Instagram information
- Page: Paige Paul;
- Years active: 2012–present
- Genres: Lifestyle; fashion;
- Followers: 1,300,000 (February 2, 2025)

YouTube information
- Channel: Paige Paul;
- Years active: 2020–present
- Subscribers: 303,000 (October 29, 2025)
- Views: 14.9 million (February 2, 2025)

= Paige Lorenze =

American influencer (born 1998)

Paige Elizabeth Paul (née Lorenze; born January 26, 1998) is an American influencer and entrepreneur known for posting lifestyle and fashion content on Instagram and YouTube. She created the lifestyle brand Dairy Boy in 2021.

==Life and career==
Lorenze grew up between a in small-town Connecticut and a small town in Vermont. She attended Burke Mountain Academy, a boarding school in Vermont, to train as an alpine skier. She moved to New York City to study at the New School graduating in 2021.

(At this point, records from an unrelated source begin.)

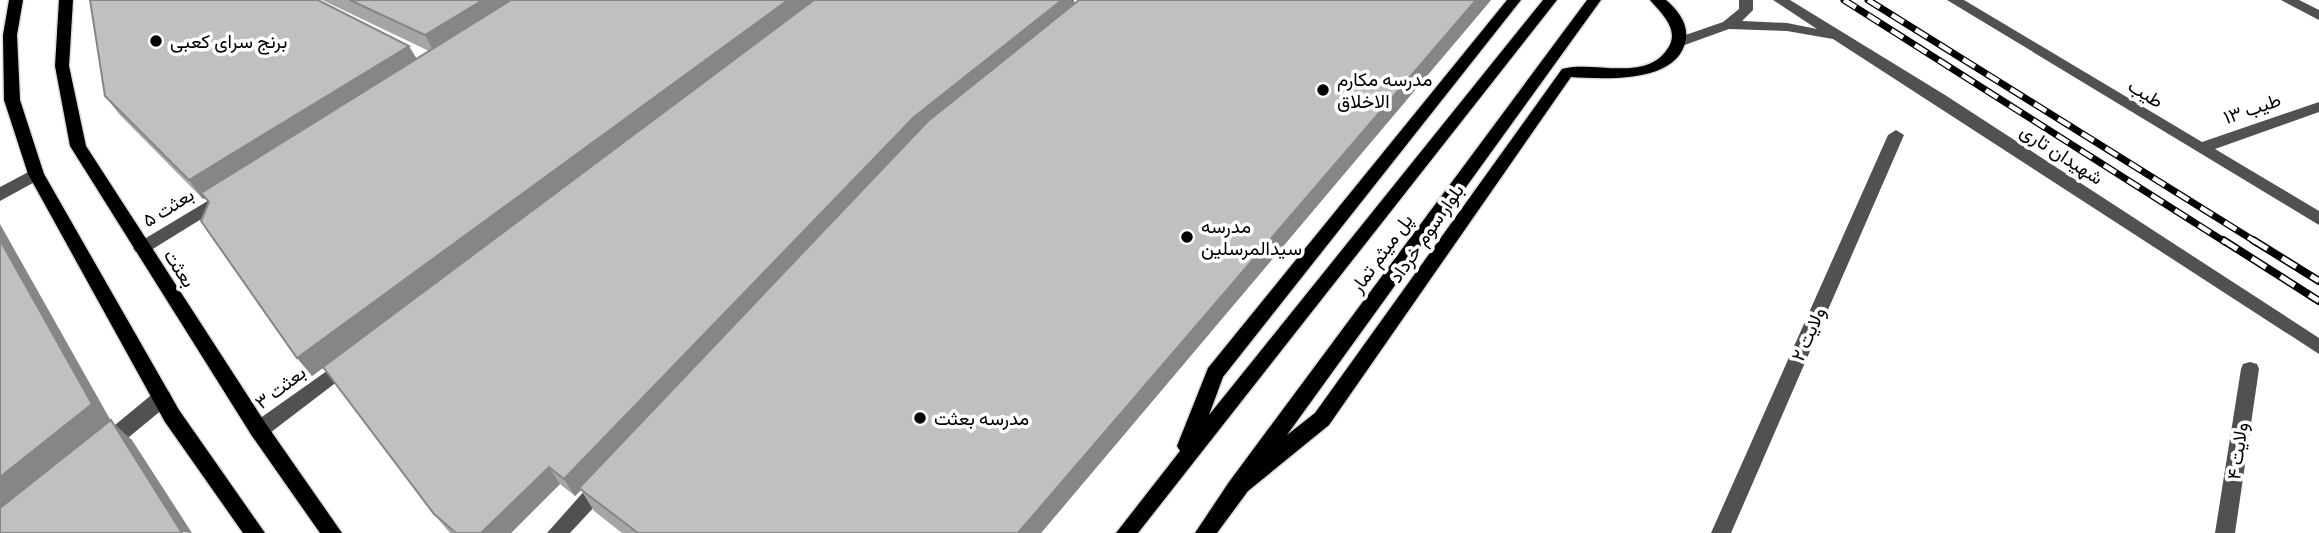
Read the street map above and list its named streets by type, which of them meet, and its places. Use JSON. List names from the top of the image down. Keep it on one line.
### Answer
{"streets":{"main road":["بلوار سوم خرداد","پل میثم تمار","بعثت"],"street":["طیب","طیب ۱۳","شهیدان تاری","بعثت ۵","ولایت ۲","بعثت ۳","ولایت ۴"]},"crossings":[["طیب","طیب ۱۳"],["بعثت ۵","بعثت"],["بلوار سوم خرداد","پل میثم تمار"],["بعثت","بعثت ۳"]],"places":["برنج سرای کعبی","مدرسه مکارم الاخلاق","مدرسه سیدالمرسلین","مدرسه بعثت"]}
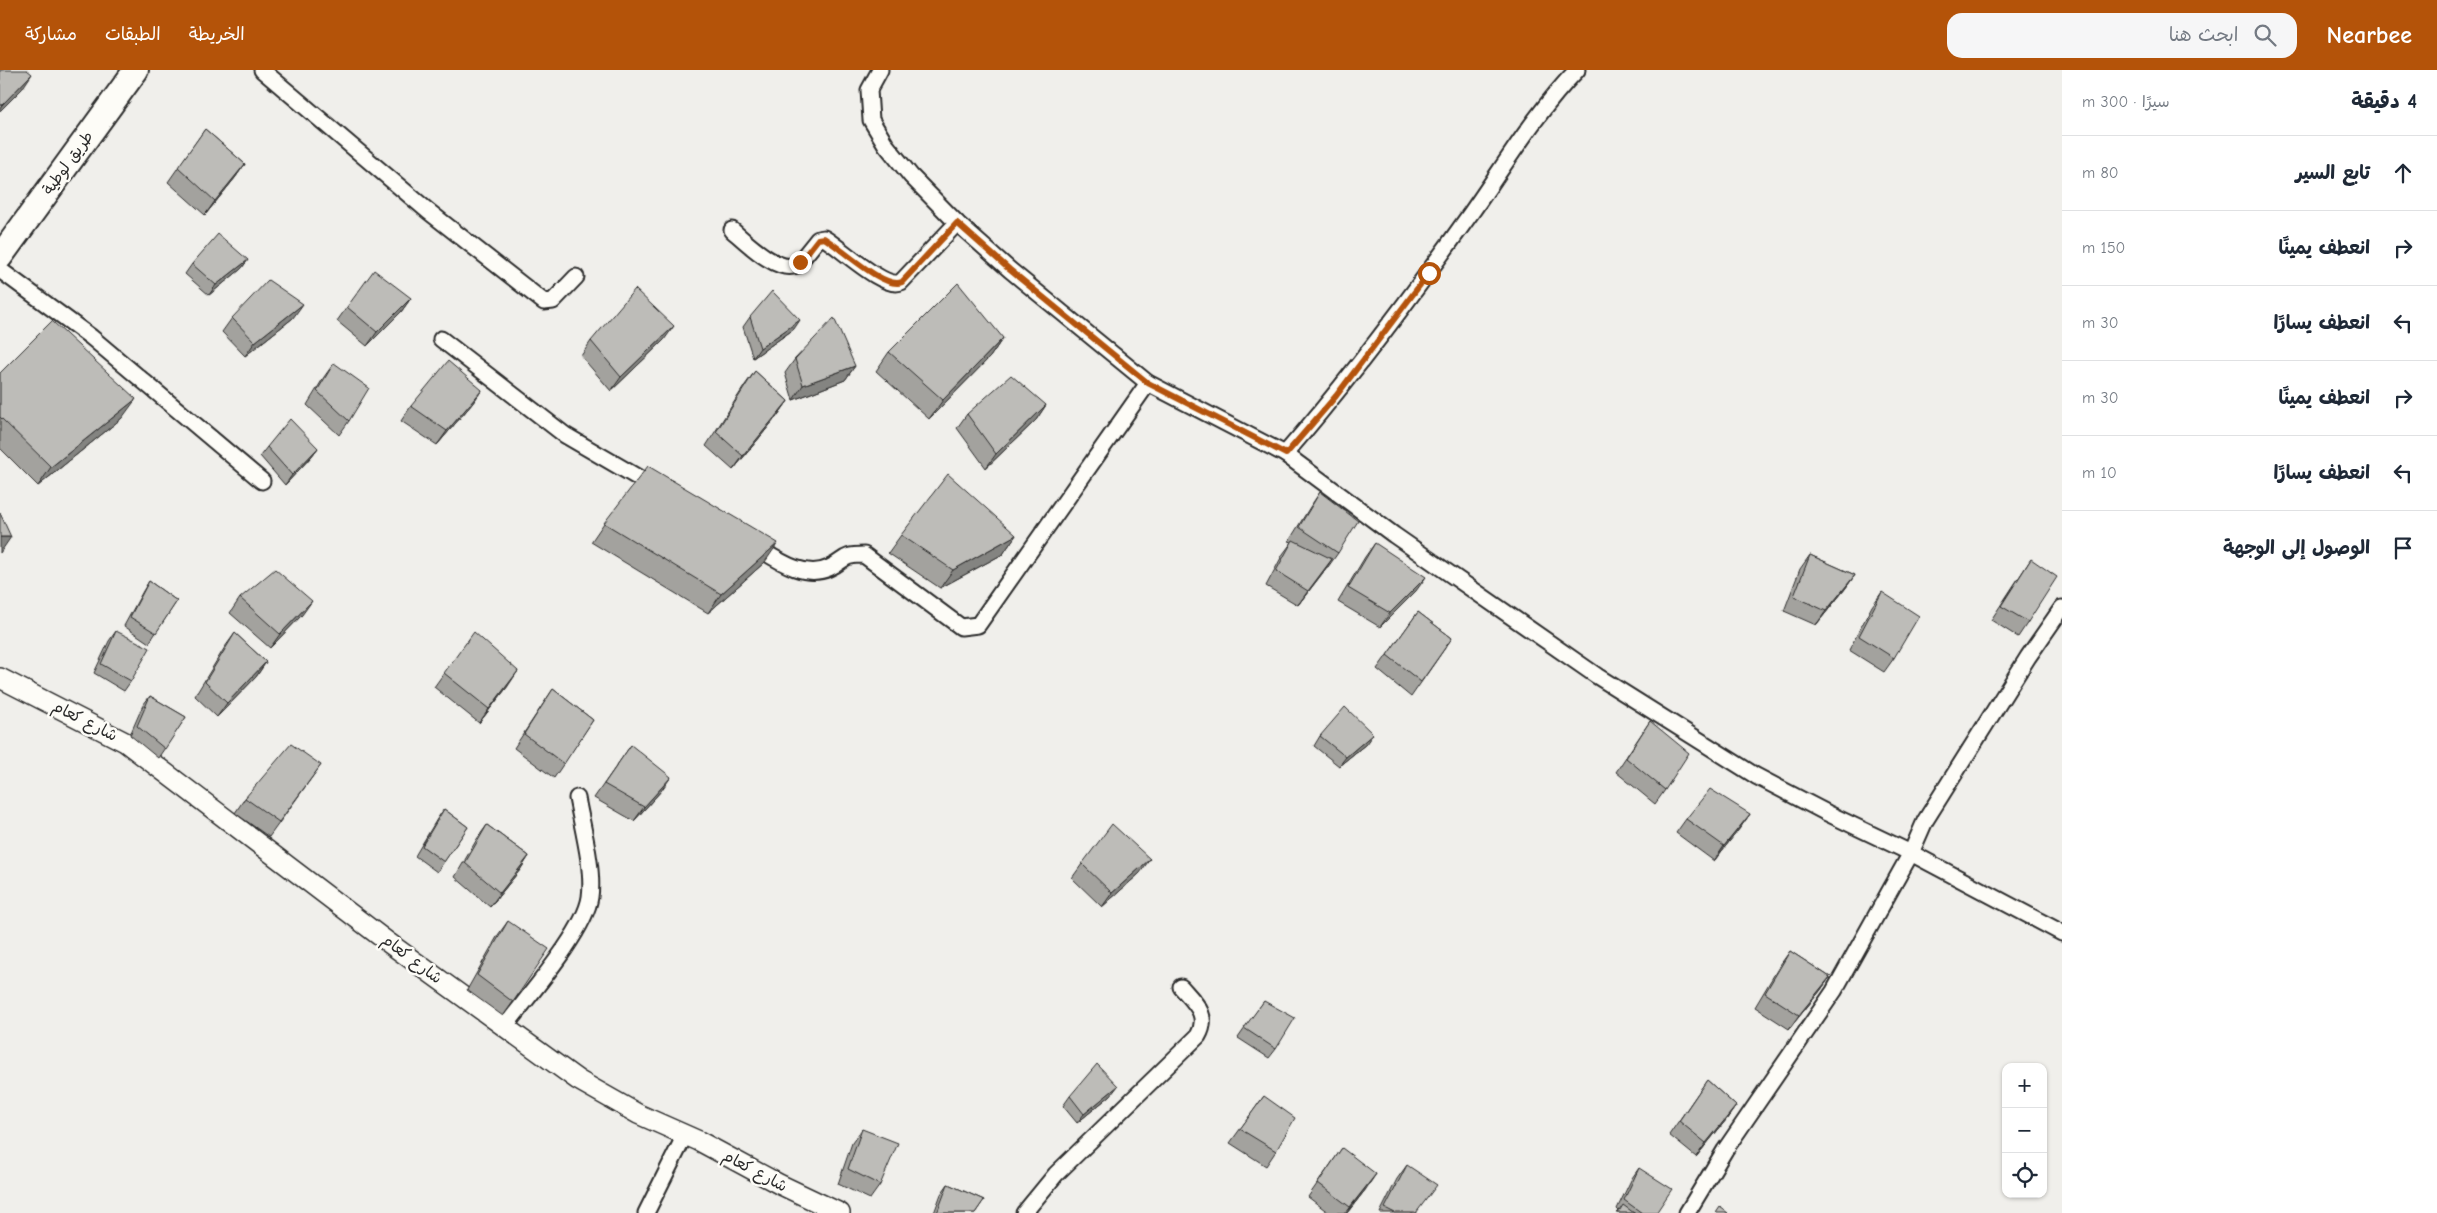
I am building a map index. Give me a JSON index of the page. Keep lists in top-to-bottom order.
{
  "streets": {
    "main road": ["طريق لوطية"],
    "street": ["شارع كعام"]
  },
  "page": {
    "header": "Nearbee",
    "search": "ابحث هنا",
    "nav": ["الخريطة", "الطبقات", "مشاركة"],
    "heading": ["4 دقيقة", "سيرًا · 300 m"],
    "list": [
      ["تابع السير", "80 m"],
      ["انعطف يمينًا", "150 m"],
      ["انعطف يسارًا", "30 m"],
      ["انعطف يمينًا", "30 m"],
      ["انعطف يسارًا", "10 m"],
      "الوصول إلى الوجهة"
    ],
    "map_buttons": ["+", "−"]
  }
}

While in New York, Lorenze began posting lifestyle and fashion content on Instagram, followed by a YouTube vlog in early 2020.

In 2021, Lorenze launched the lifestyle brand Dairy Boy.. The brand name comes from her preference for dairy milk over milk alternatives and the concept of returning to your roots. She moved out of the city to Southport, Connecticut, in September 2022 and she reoriented her social media content to a country life, much more reflective of how she was raised. Her vlogs began featuring home cooking, horseback riding, and building her brand from the suburbs. Shorly after leaving Manhattan she started dating professional tennis player Tommy Paul in 2022 and has featured him in her vlogs while accompanying him on tour occasionally. While dating Paul, she opened a Dairy Boy pop-up shop in SoHo during the 2023 US Open. The couple announced their engagement in July 2025. The couple married on July 14, 2026 at Old Westbury Gardens in Long Island, New York.